PROVIDED INFORMATION:
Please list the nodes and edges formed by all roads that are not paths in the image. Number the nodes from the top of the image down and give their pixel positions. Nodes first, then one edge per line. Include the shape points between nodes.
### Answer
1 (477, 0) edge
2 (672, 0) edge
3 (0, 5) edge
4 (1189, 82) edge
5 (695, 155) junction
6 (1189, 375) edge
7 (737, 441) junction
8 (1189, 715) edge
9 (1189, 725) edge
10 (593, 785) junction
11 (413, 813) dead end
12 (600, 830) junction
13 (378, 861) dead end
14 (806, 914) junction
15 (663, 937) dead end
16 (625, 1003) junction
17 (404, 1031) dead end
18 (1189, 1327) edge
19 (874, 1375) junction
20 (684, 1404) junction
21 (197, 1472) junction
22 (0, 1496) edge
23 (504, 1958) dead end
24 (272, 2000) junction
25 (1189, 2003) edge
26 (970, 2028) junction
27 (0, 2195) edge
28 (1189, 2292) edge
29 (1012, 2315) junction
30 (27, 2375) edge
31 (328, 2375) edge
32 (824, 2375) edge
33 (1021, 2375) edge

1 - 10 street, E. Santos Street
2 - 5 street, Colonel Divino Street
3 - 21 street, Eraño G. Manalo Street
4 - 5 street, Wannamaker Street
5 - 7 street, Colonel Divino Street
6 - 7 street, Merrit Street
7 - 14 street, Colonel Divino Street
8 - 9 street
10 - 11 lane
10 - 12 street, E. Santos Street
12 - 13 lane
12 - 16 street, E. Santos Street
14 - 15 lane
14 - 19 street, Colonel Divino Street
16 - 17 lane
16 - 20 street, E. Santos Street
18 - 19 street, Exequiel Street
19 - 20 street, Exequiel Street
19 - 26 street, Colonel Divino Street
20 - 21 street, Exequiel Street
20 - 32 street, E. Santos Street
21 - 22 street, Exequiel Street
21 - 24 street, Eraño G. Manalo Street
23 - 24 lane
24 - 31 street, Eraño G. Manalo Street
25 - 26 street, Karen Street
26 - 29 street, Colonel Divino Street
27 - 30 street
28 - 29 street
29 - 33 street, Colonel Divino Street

WHAT NEEDS TO BE DONE:
The lines to copy are those in the listing that contain "Colonel".

RESPONSE TO THIS EXERCISE:
2 - 5 street, Colonel Divino Street
5 - 7 street, Colonel Divino Street
7 - 14 street, Colonel Divino Street
14 - 19 street, Colonel Divino Street
19 - 26 street, Colonel Divino Street
26 - 29 street, Colonel Divino Street
29 - 33 street, Colonel Divino Street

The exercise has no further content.